A: Die beiden Formen sind im Allgemeinen für unterschiedliche Verwendungszwecke vorgesehen, wie in offiziellen behördlichen Dokumenten dargelegt. Die orale Form von Vici wird typischerweise zur allgemeinen Ergänzung der Ernährung oder zur Vorbeugung eines Mangels verwendet. Die intravenöse (IV) Injektionslösung ist der kurzfristigen Behandlung eines schweren Vitamin C-Mangels (Skorbut) bei Patienten vorbehalten, bei denen eine orale Verabreichung nicht möglich ist.

F: Enthält Vici häufige Allergene wie Gluten oder Laktose?

A: Amtliche behördliche Etiketten/Kennzeichnungen erfordern die Auflistung aller inaktiven Inhaltsstoffe in Vici. Die spezifischen Bestandteile, die als potenzielle Allergene wirken können, können durch Überprüfung der vollständigen Liste der inaktiven Inhaltsstoffe auf der Produktverpackung oder in den offiziellen Verschreibungsinformationen ermittelt werden.

Wie sollte Vici gelagert und entsorgt werden?
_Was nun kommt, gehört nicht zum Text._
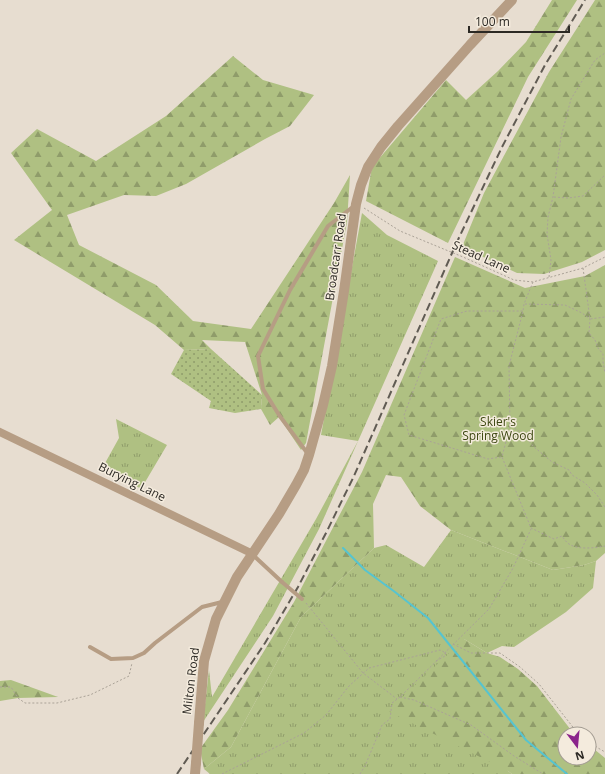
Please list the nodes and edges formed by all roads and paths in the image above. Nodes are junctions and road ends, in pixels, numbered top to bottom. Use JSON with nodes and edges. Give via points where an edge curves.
{"nodes":[{"id":1,"x":512,"y":0,"type":"edge"},
{"id":2,"x":605,"y":53,"type":"edge"},
{"id":3,"x":605,"y":176,"type":"edge"},
{"id":4,"x":553,"y":197,"type":"junction"},
{"id":5,"x":356,"y":204,"type":"junction"},
{"id":6,"x":605,"y":257,"type":"edge"},
{"id":7,"x":583,"y":268,"type":"junction"},
{"id":8,"x":549,"y":277,"type":"junction"},
{"id":9,"x":534,"y":282,"type":"junction"},
{"id":10,"x":524,"y":304,"type":"junction"},
{"id":11,"x":523,"y":311,"type":"junction"},
{"id":12,"x":605,"y":317,"type":"edge"},
{"id":13,"x":590,"y":319,"type":"junction"},
{"id":14,"x":605,"y":373,"type":"edge"},
{"id":15,"x":510,"y":426,"type":"junction"},
{"id":16,"x":0,"y":432,"type":"edge"},
{"id":17,"x":309,"y":455,"type":"junction"},
{"id":18,"x":502,"y":457,"type":"junction"},
{"id":19,"x":605,"y":507,"type":"edge"},
{"id":20,"x":531,"y":528,"type":"junction"},
{"id":21,"x":605,"y":546,"type":"edge"},
{"id":22,"x":253,"y":554,"type":"junction"},
{"id":23,"x":302,"y":599,"type":"joint"},
{"id":24,"x":224,"y":601,"type":"junction"},
{"id":25,"x":453,"y":644,"type":"junction"},
{"id":26,"x":90,"y":647,"type":"dead end"},
{"id":27,"x":446,"y":651,"type":"junction"},
{"id":28,"x":444,"y":653,"type":"junction"},
{"id":29,"x":133,"y":658,"type":"junction"},
{"id":30,"x":434,"y":663,"type":"junction"},
{"id":31,"x":363,"y":673,"type":"junction"},
{"id":32,"x":0,"y":687,"type":"edge"},
{"id":33,"x":400,"y":697,"type":"junction"},
{"id":34,"x":397,"y":699,"type":"junction"},
{"id":35,"x":572,"y":726,"type":"edge"},
{"id":36,"x":195,"y":774,"type":"edge"},
{"id":37,"x":222,"y":774,"type":"edge"},
{"id":38,"x":360,"y":774,"type":"edge"},
{"id":39,"x":543,"y":774,"type":"edge"}],
"edges":[{"from":1,"to":5,"type":"street","name":"Broadcarr Road","via":[[394,131],[368,167]]},
{"from":2,"to":4,"type":"path","via":[[595,60],[571,99],[561,137]]},
{"from":3,"to":4,"type":"path","via":[[583,196]]},
{"from":4,"to":8,"type":"path","via":[[547,234],[551,260]]},
{"from":5,"to":9,"type":"path","name":"Stead Lane","via":[[400,231],[514,280]]},
{"from":5,"to":17,"type":"street","name":"Broadcarr Road","via":[[332,366]]},
{"from":5,"to":17,"type":"lane","via":[[328,226],[290,290],[258,356],[263,389]]},
{"from":6,"to":7,"type":"path","name":"Stead Lane"},
{"from":7,"to":8,"type":"path","name":"Stead Lane"},
{"from":7,"to":13,"type":"path"},
{"from":8,"to":9,"type":"path","name":"Stead Lane"},
{"from":9,"to":10,"type":"path"},
{"from":10,"to":11,"type":"path"},
{"from":10,"to":13,"type":"path","via":[[566,305]]},
{"from":11,"to":15,"type":"path","via":[[509,366]]},
{"from":11,"to":18,"type":"path","via":[[467,311],[441,319],[404,415],[409,435],[488,458]]},
{"from":12,"to":13,"type":"path"},
{"from":13,"to":14,"type":"path","via":[[589,333],[603,354]]},
{"from":15,"to":18,"type":"path"},
{"from":15,"to":19,"type":"path","via":[[522,433],[532,446],[552,462],[569,470],[585,483],[597,494]]},
{"from":16,"to":22,"type":"street","name":"Burying Lane"},
{"from":17,"to":22,"type":"street","name":"Broadcarr Road","via":[[296,485]]},
{"from":18,"to":20,"type":"path"},
{"from":20,"to":21,"type":"path","via":[[554,539],[562,536],[576,547]]},
{"from":20,"to":25,"type":"path","via":[[489,609]]},
{"from":22,"to":23,"type":"lane","bridge":true},
{"from":22,"to":24,"type":"street","name":"Milton Road"},
{"from":23,"to":31,"type":"path"},
{"from":24,"to":29,"type":"lane","via":[[202,607],[144,653]]},
{"from":24,"to":36,"type":"street","name":"Milton Road","bridge":true,"via":[[204,661]]},
{"from":25,"to":27,"type":"path"},
{"from":25,"to":35,"type":"path","via":[[471,653],[500,653],[539,684]]},
{"from":26,"to":29,"type":"lane","via":[[111,659]]},
{"from":27,"to":28,"type":"path"},
{"from":27,"to":30,"type":"path","via":[[445,656]]},
{"from":28,"to":30,"type":"path"},
{"from":28,"to":31,"type":"path","via":[[440,650],[368,668]]},
{"from":29,"to":32,"type":"path","via":[[129,676],[90,695],[57,703],[25,703],[11,687]]},
{"from":30,"to":33,"type":"path"},
{"from":31,"to":34,"type":"path"},
{"from":31,"to":37,"type":"path","via":[[326,715],[304,733]]},
{"from":33,"to":34,"type":"path"},
{"from":33,"to":39,"type":"path","via":[[414,700],[471,725]]},
{"from":34,"to":38,"type":"path","via":[[392,703],[390,719],[382,725]]}]}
Lagerung und Entsorgung von Vici


Die Richtlinien zur korrekten Lagerung und Entsorgung von Vici dienen dazu, die Stabilität des Wirkstoffs Natriumascorbat zu gewährleisten.
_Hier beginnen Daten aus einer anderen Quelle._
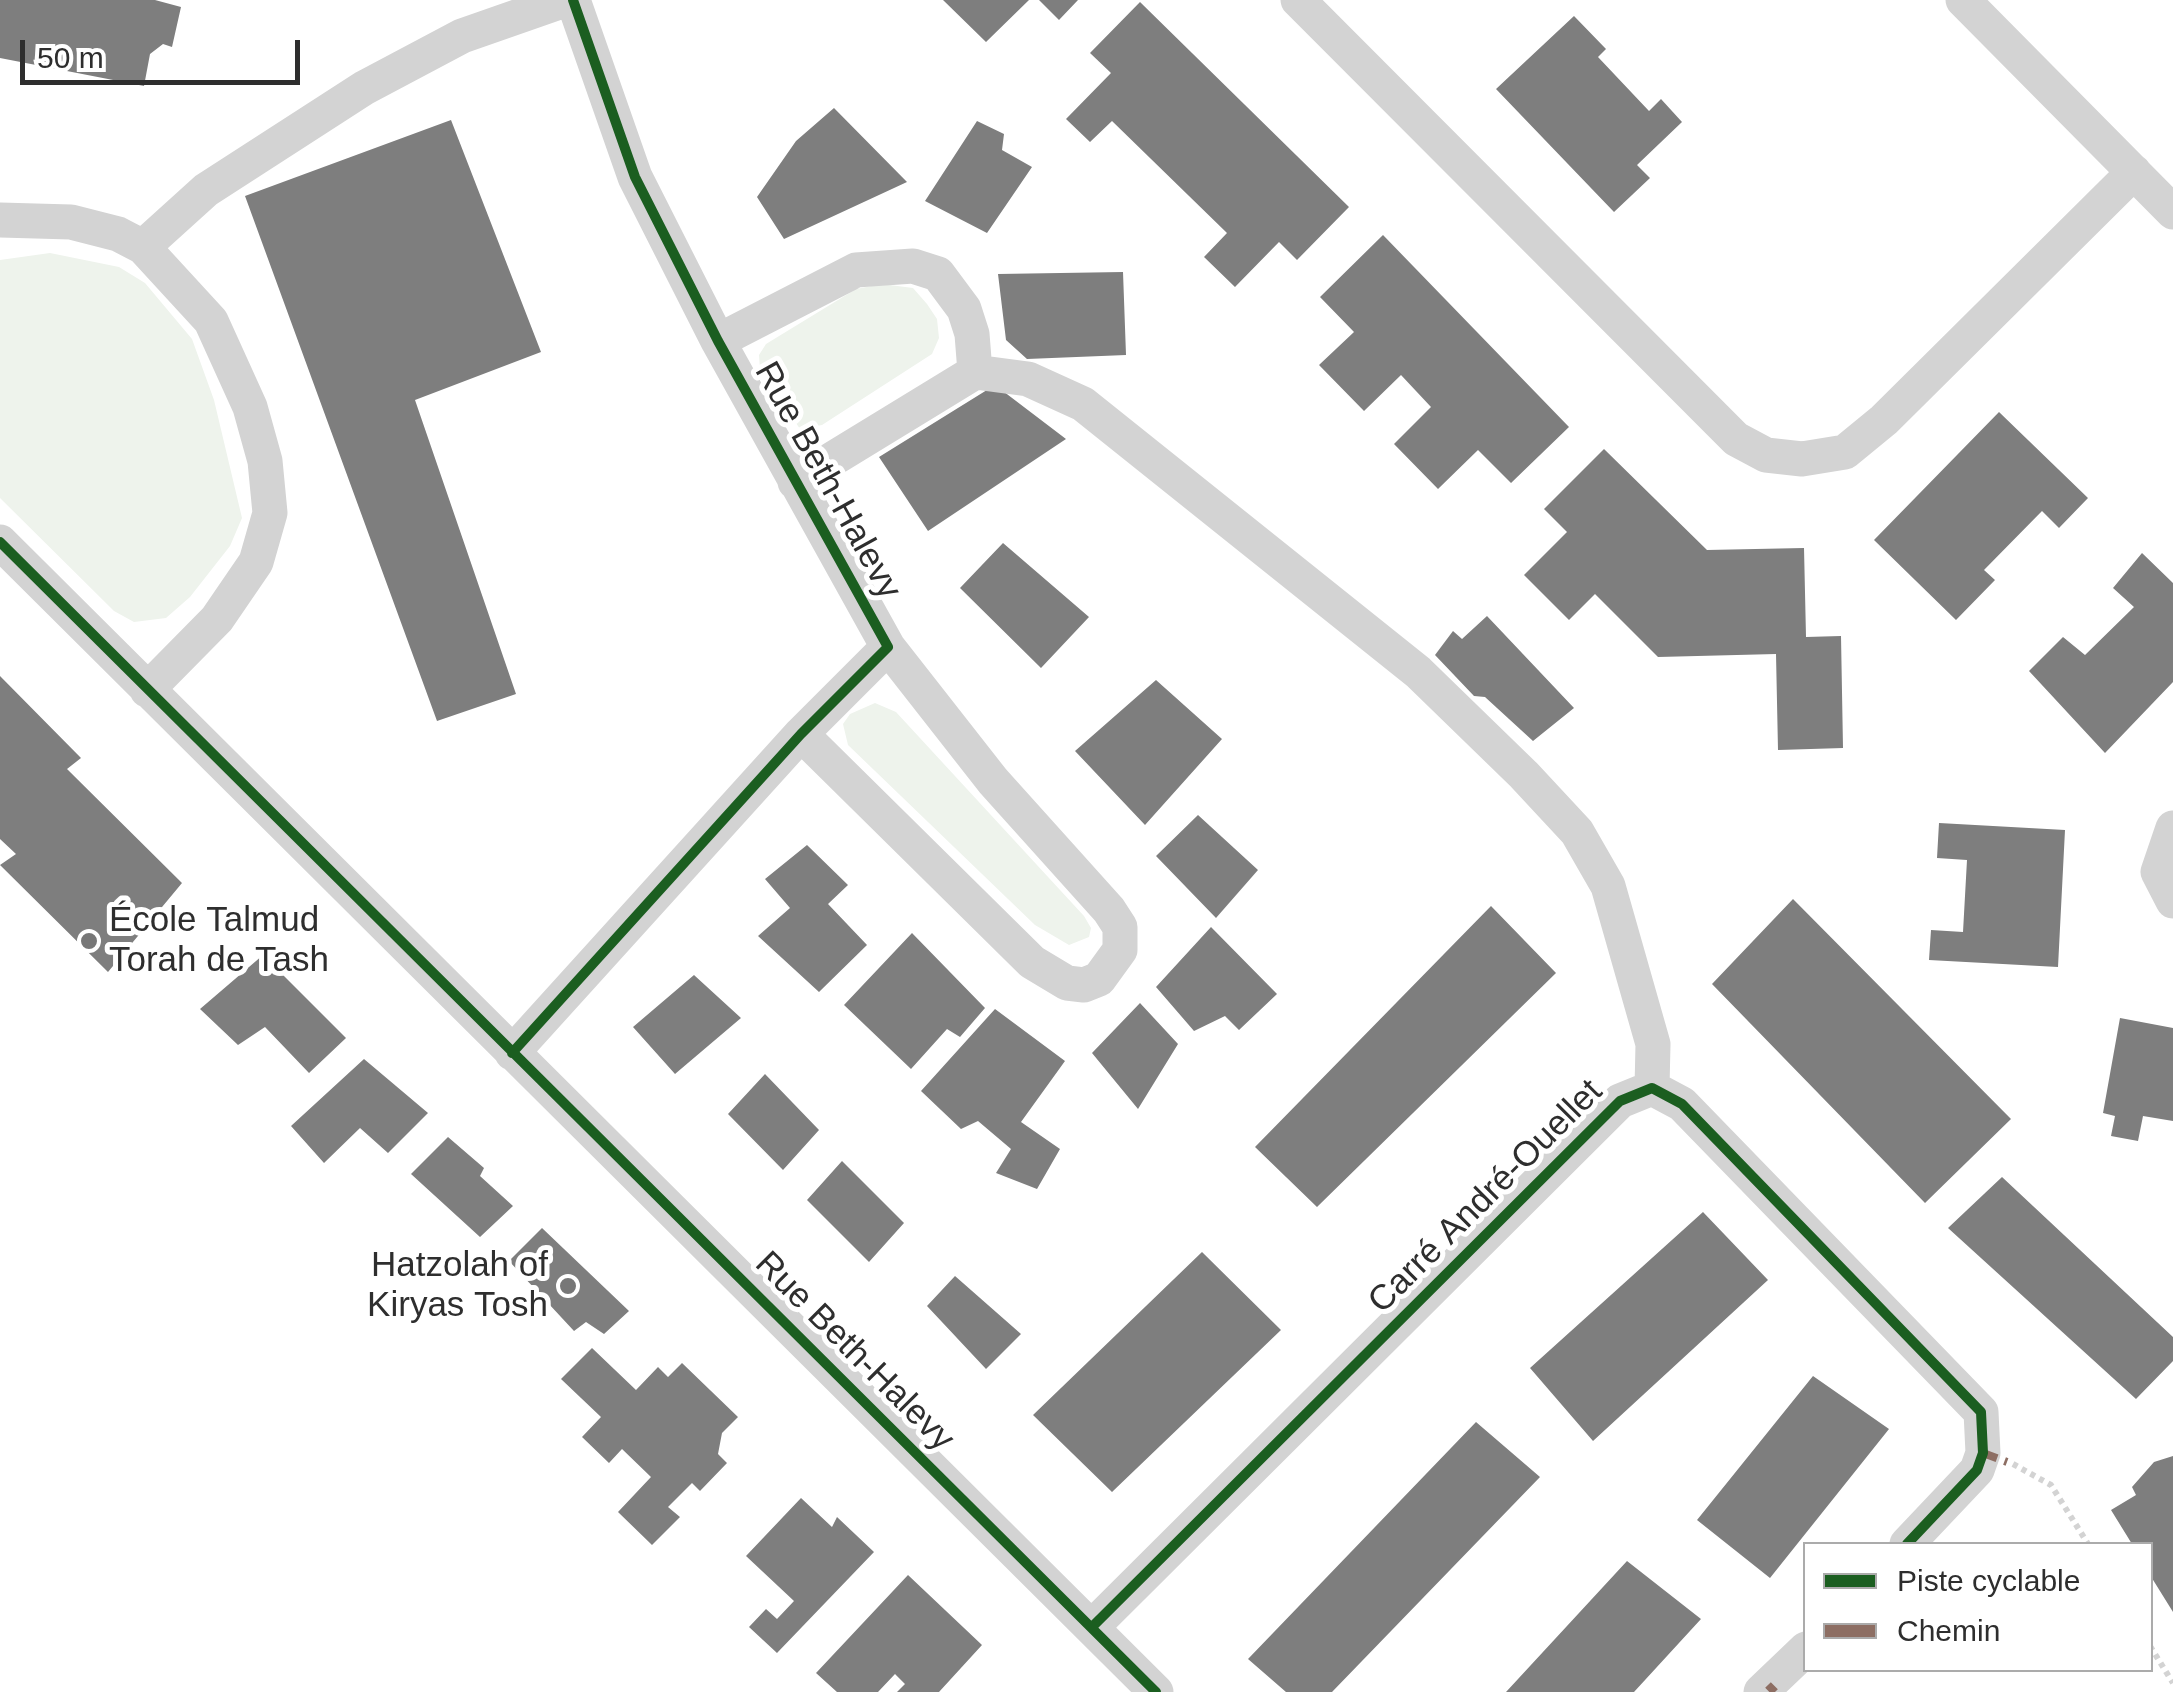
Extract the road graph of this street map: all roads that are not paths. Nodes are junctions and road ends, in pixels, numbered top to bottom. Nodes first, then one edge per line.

Anforderungen an die Lagerung

Vici sollte bei kontrollierter Raumtemperatur gelagert werden, was einer Temperatur zwischen 20 C und 25 C entspricht.

Um das Arzneimittel vor Umwelteinflüssen zu schützen, bewahren Sie es bitte in seinem originalen, fest verschlossenen, lichtundurchlässigen Behälter auf. Das Produkt muss vor Licht und Feuchtigkeit geschützt werden.

Bewahren Sie dieses Arzneimittel stets außerhalb der Sicht- und Reichweite von Kindern auf.

Hinweise zur Entsorgung

Alle Darreichungsformen von Vici müssen bis zur Entsorgung in der Originalverpackung mit fest verschlossenem Behältnis aufbewahrt werden, um einen Wirkstoffverlust zu verhindern.

Abgelaufenes oder unbenutztes Vici muss strikt nach den lokalen und nationalen Vorschriften für pharmazeutische Abfälle entsorgt werden. Das Produkt darf nicht über das Abwasser oder die Toilette entsorgt werden, es sei denn, die zuständige Behörde hat dies auf dem Etikett oder in der Packungsbeilage ausdrücklich genehmigt.

Aufmerksamkeit! Wenden Sie sich immer an einen Arzt oder Apotheker, bevor Sie Pillen oder Medikamente verwenden.